Un petit blog, anonyme comme il se doit, et au nom évocateur, est tout à fait représentatif de ce militantisme agressif : “Cinquième colonne” traque principalement la supposée “islamophobie” non pas de la véritable extrême droite ni même du populiste Rassemblement national, mais plutôt de personnalités que l’on aurait qualifiées “d’intellectuels de gauche” dans les années soixante-dix. Le site se propose en effet de dévoiler “les preuves de la porosité entre laïcs [sic] (ou prétendus tels) et extrême droite”.

Le venin de la calomnie

Mais l’ignominie ne se donne pas seulement libre cours sur des blogs ou sur Twitter. Au cœur-même du monde universitaire le plus reconnu et du milieu journalistique le plus révéré, le venin de la calomnie se distille de jour en jour depuis longtemps déjà. Car les intellectuels sont des vecteurs tout aussi efficaces que les militants politiques, et aussi indispensables à la brutalisation du monde (1).
En 2002, le Rappel à l’ordre de Daniel Lindenberg (réédité en 2016 dans une version augmentée) a ouvert la bonde à la déferlante accablante du qualificatif désignant ceux qui refusent le “vivre ensemble”, le “pas d’amalgame” ou le prêchi-prêcha anti-blancs de l’antiracisme devenu idéologie.

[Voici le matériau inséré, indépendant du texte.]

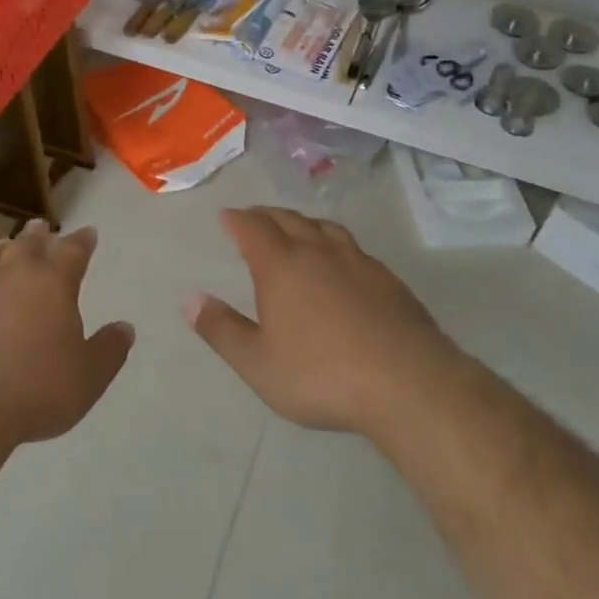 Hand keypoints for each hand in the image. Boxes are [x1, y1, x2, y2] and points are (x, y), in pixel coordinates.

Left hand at [0, 220, 132, 449]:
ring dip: (0, 252)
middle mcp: (11, 272)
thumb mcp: (87, 380)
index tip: (88, 233)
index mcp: (52, 282)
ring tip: (3, 251)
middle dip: (38, 235)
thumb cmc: (33, 393)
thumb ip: (109, 350)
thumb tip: (125, 327)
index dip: (82, 241)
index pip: (73, 250)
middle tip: (41, 228)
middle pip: (27, 243)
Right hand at [184, 207, 455, 438]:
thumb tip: (190, 299)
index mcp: (281, 265)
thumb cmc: (322, 374)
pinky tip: (339, 261)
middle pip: (287, 219)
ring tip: (294, 228)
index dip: (236, 219)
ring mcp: (357, 261)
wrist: (408, 383)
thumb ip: (222, 330)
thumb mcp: (258, 363)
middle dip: (265, 215)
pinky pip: (351, 246)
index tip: (225, 216)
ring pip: (323, 227)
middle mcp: (317, 251)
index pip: (252, 228)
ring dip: (302, 222)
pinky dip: (333, 241)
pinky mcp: (387, 278)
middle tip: (253, 217) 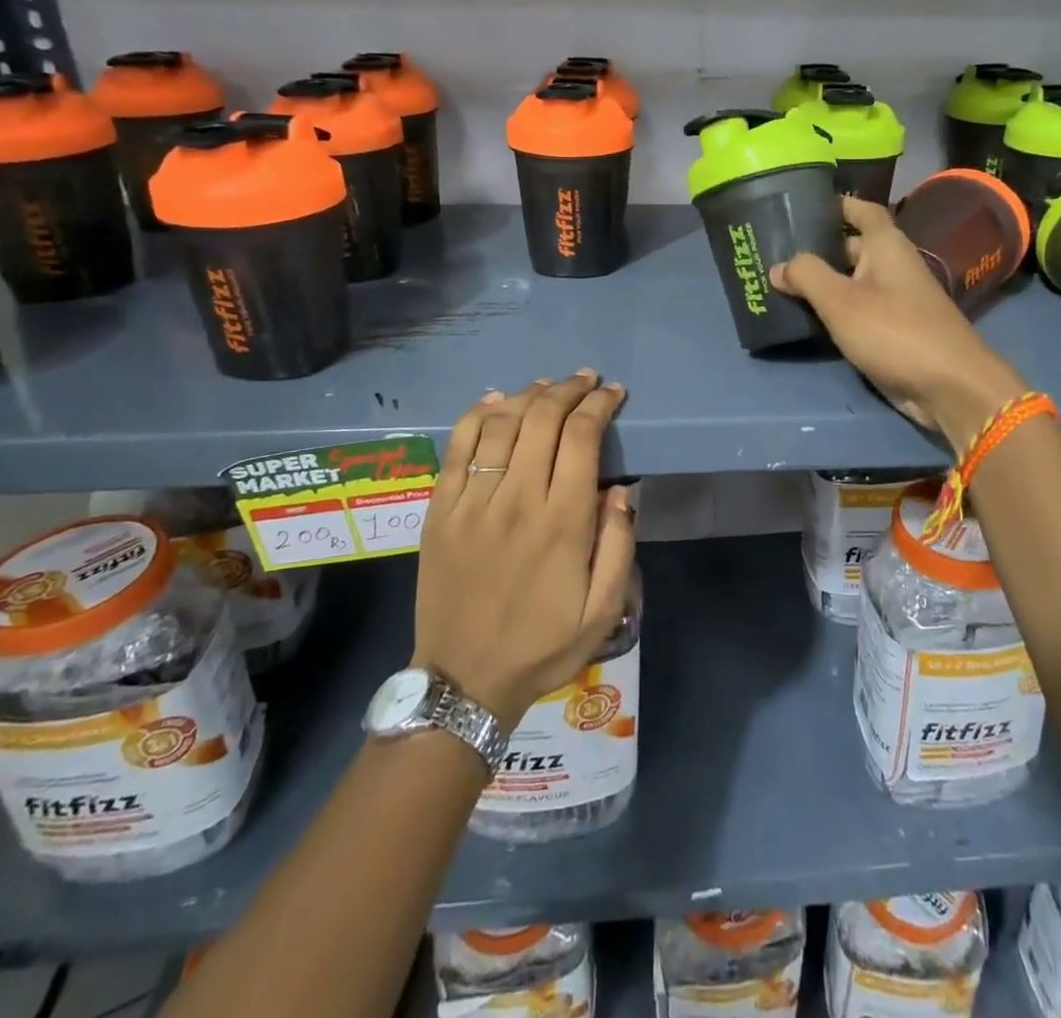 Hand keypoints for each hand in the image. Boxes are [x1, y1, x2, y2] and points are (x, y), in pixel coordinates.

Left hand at [412, 371, 634, 728]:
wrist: (463, 680)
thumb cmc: (542, 645)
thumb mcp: (603, 610)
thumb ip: (619, 545)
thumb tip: (620, 489)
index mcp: (562, 522)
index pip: (582, 437)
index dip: (600, 405)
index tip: (614, 392)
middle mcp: (516, 500)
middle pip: (542, 419)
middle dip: (569, 390)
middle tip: (586, 380)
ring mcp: (472, 502)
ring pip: (500, 424)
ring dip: (528, 395)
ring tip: (548, 385)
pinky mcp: (440, 509)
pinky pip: (457, 447)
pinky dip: (477, 415)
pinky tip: (496, 401)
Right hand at [771, 196, 1028, 447]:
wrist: (948, 386)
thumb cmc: (894, 331)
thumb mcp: (841, 301)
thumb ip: (807, 276)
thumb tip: (778, 266)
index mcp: (887, 246)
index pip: (863, 211)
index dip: (838, 205)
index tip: (805, 205)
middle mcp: (893, 266)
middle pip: (853, 248)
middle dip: (820, 249)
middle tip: (778, 252)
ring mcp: (896, 300)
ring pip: (853, 282)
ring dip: (824, 283)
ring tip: (782, 284)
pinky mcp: (894, 331)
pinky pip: (859, 311)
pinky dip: (835, 311)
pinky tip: (808, 318) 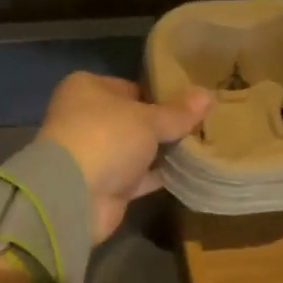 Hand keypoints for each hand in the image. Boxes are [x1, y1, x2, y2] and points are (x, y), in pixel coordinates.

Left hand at [36, 72, 211, 242]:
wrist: (74, 196)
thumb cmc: (107, 137)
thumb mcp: (148, 119)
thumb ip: (178, 112)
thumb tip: (207, 95)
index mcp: (86, 89)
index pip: (129, 87)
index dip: (158, 95)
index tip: (190, 103)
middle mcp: (85, 119)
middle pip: (132, 120)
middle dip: (162, 125)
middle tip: (201, 125)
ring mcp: (93, 155)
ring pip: (134, 150)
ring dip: (161, 152)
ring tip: (202, 146)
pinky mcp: (103, 186)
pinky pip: (137, 177)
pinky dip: (157, 176)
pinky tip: (188, 172) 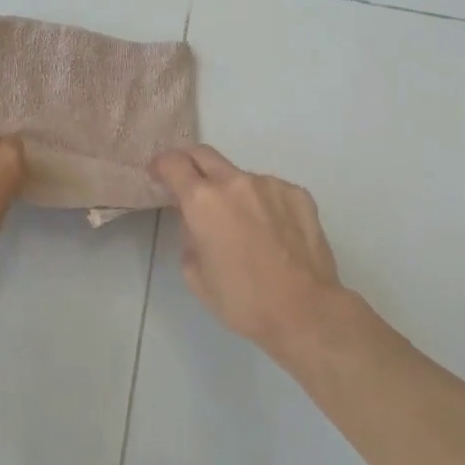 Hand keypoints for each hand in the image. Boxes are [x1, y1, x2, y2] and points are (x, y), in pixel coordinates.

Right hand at [150, 145, 347, 356]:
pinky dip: (262, 202)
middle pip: (204, 154)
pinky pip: (270, 190)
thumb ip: (188, 236)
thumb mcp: (194, 274)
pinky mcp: (297, 194)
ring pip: (240, 176)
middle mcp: (235, 182)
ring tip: (242, 224)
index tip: (159, 175)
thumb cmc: (241, 300)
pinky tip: (271, 232)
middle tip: (190, 187)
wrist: (304, 311)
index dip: (161, 165)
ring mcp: (270, 184)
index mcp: (202, 200)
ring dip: (232, 190)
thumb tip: (196, 222)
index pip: (173, 162)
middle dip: (190, 165) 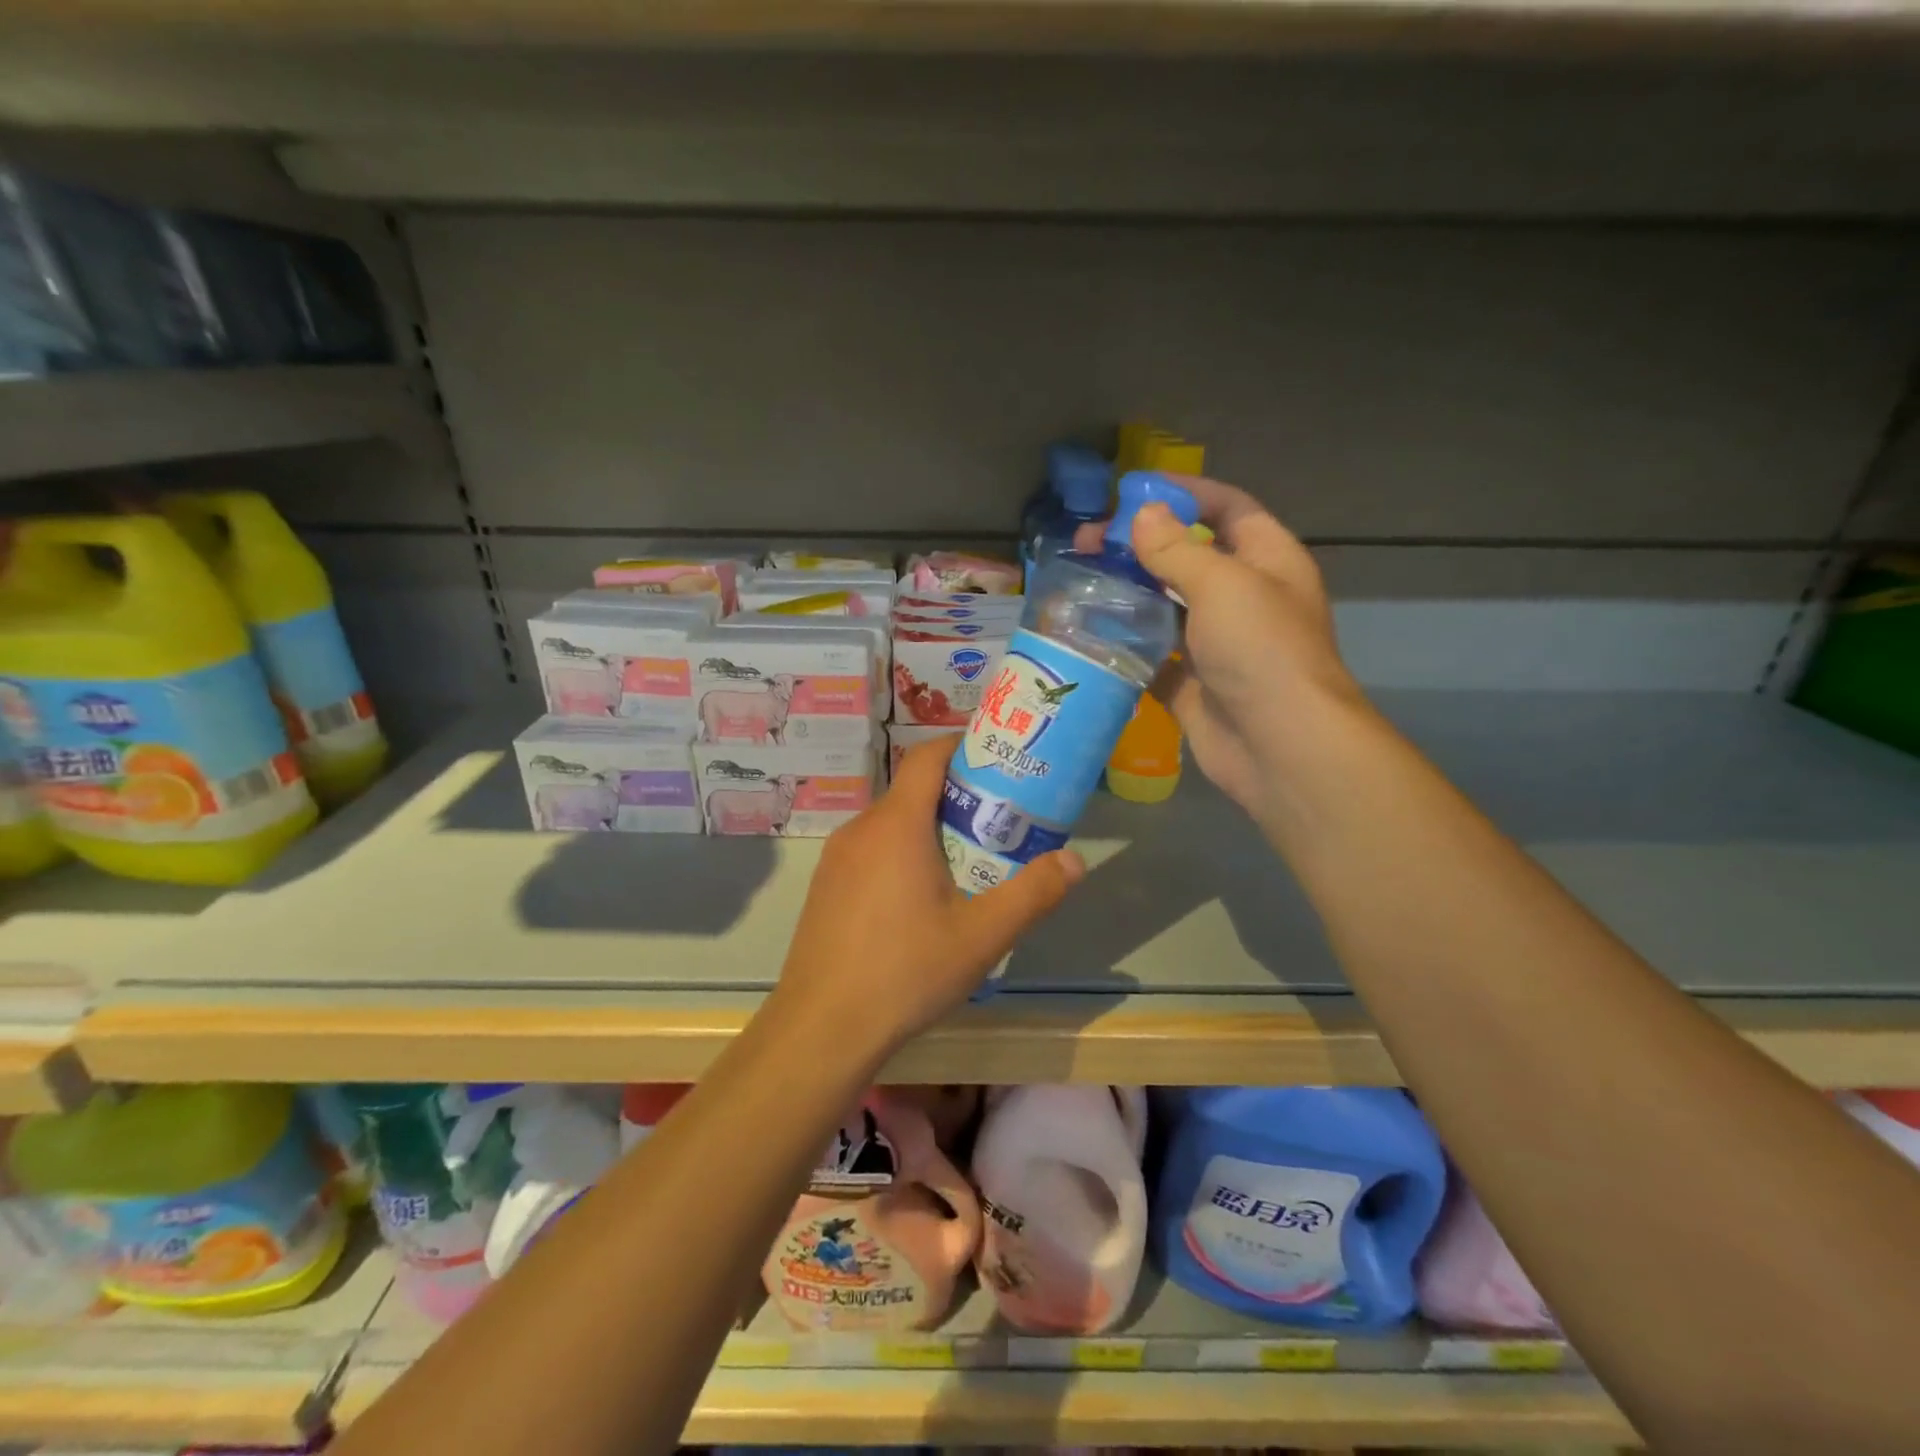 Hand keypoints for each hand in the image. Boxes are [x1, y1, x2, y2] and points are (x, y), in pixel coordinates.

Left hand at [769, 736, 1083, 1064]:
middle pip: (912, 792)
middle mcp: (861, 829)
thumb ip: (1033, 894)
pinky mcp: (825, 887)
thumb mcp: (982, 936)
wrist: (821, 1028)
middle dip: (956, 797)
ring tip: (966, 863)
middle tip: (997, 823)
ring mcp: (837, 859)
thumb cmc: (905, 972)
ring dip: (928, 830)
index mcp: (897, 824)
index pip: (927, 757)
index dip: (961, 747)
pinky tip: (919, 902)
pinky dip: (901, 855)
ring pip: (890, 825)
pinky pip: (870, 852)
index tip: (996, 762)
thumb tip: (1075, 860)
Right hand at [1075, 475, 1365, 827]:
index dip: (1186, 493)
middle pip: (1187, 558)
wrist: (1280, 747)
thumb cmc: (1261, 650)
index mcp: (1267, 561)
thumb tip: (1143, 515)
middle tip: (1088, 545)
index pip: (1228, 508)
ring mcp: (1216, 645)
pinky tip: (1087, 635)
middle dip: (1140, 547)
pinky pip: (1152, 657)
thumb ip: (1176, 549)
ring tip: (1079, 584)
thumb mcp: (1222, 584)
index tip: (1134, 491)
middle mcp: (1243, 598)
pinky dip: (1125, 647)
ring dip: (1127, 595)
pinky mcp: (1191, 685)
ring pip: (1165, 608)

“Au cœur-même du monde universitaire le plus reconnu et du milieu journalistique le plus révéré, le venin de la calomnie se distille de jour en jour”.

Le mouvement de mise au pas, de “mise en conformité” (Gleichschaltung disait-on sous le nazisme) s’était poursuivi avec le fameux numéro du “Nouvel Observateur” de 2005 sur “les néo réacs”. Tout récemment encore, un petit ouvrage d’Edwy Plenel reprend le flambeau pour alimenter le bûcher.
En s’appropriant le titre d’une tribune datant de 1993 (“Appel à la vigilance”), il instrumentalise une ancienne lutte légitime contre le Front national qui, à l’époque, commençait à prendre une singulière ampleur (notamment grâce à l’abandon de la classe ouvrière par la gauche, comme le soulignait d’ailleurs déjà Marcel Gauchet dans un remarquable article de la revue “Le Débat”) (2) pour s’attaquer aujourd’hui à une extrême droite fantasmatique étrangement composée surtout d’intellectuels issus pour la plupart d’une gauche laïque, humaniste, universaliste, démocratique.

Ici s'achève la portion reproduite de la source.